**Given information:**
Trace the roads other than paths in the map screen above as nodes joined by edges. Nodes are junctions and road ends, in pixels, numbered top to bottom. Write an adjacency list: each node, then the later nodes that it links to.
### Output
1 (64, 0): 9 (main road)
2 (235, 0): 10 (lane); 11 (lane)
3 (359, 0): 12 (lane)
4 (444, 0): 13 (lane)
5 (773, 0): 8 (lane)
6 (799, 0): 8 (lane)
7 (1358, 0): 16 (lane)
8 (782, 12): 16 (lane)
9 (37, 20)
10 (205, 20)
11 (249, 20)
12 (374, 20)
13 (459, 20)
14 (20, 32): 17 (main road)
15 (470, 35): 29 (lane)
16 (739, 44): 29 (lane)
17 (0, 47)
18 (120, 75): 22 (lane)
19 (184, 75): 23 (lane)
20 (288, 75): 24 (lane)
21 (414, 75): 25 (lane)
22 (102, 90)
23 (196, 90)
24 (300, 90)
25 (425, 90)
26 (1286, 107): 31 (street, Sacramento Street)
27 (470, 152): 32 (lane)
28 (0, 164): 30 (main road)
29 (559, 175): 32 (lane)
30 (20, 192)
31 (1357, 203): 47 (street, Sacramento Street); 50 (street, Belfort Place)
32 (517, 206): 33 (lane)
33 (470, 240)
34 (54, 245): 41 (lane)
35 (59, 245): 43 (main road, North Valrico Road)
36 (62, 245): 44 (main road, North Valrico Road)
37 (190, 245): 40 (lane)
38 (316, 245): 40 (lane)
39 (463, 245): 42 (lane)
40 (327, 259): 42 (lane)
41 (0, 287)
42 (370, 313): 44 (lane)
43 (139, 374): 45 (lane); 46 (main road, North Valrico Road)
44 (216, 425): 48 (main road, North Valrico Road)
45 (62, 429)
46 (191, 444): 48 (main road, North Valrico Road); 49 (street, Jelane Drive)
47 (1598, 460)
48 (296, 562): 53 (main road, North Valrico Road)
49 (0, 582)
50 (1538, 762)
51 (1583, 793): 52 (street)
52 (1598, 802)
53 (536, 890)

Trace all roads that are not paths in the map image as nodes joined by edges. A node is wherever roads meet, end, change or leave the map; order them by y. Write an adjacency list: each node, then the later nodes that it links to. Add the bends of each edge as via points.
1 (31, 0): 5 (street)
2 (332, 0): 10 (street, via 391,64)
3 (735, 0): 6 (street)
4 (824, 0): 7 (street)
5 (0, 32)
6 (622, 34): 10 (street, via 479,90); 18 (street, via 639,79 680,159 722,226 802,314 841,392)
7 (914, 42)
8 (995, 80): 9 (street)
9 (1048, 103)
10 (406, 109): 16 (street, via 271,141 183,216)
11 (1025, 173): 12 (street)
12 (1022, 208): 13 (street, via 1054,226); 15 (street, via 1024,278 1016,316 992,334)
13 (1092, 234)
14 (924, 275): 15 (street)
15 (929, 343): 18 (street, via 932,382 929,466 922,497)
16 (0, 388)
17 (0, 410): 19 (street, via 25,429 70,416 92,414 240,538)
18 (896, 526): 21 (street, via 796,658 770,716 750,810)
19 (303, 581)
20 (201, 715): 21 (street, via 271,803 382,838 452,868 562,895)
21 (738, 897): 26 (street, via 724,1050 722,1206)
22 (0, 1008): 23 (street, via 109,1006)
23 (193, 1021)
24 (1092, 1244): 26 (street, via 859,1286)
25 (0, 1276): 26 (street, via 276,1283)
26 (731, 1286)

**Work order:** Begin with the line that contains "Trace all roads" and end with the last line of the material above. Set down that range exactly.

**The answer:**
Trace all roads that are not paths in the map image as nodes joined by edges. A node is wherever roads meet, end, change or leave the map; order them by y. Write an adjacency list: each node, then the later nodes that it links to. Add the bends of each edge as via points.
1 (31, 0): 5 (street)
2 (332, 0): 10 (street, via 391,64)
3 (735, 0): 6 (street)
4 (824, 0): 7 (street)
5 (0, 32)
6 (622, 34): 10 (street, via 479,90); 18 (street, via 639,79 680,159 722,226 802,314 841,392)
7 (914, 42)
8 (995, 80): 9 (street)
9 (1048, 103)
10 (406, 109): 16 (street, via 271,141 183,216)
11 (1025, 173): 12 (street)
12 (1022, 208): 13 (street, via 1054,226); 15 (street, via 1024,278 1016,316 992,334)
13 (1092, 234)
14 (924, 275): 15 (street)
15 (929, 343): 18 (street, via 932,382 929,466 922,497)
16 (0, 388)
17 (0, 410): 19 (street, via 25,429 70,416 92,414 240,538)
18 (896, 526): 21 (street, via 796,658 770,716 750,810)
19 (303, 581)
20 (201, 715): 21 (street, via 271,803 382,838 452,868 562,895)
21 (738, 897): 26 (street, via 724,1050 722,1206)
22 (0, 1008): 23 (street, via 109,1006)
23 (193, 1021)
24 (1092, 1244): 26 (street, via 859,1286)
25 (0, 1276): 26 (street, via 276,1283)
26 (731, 1286)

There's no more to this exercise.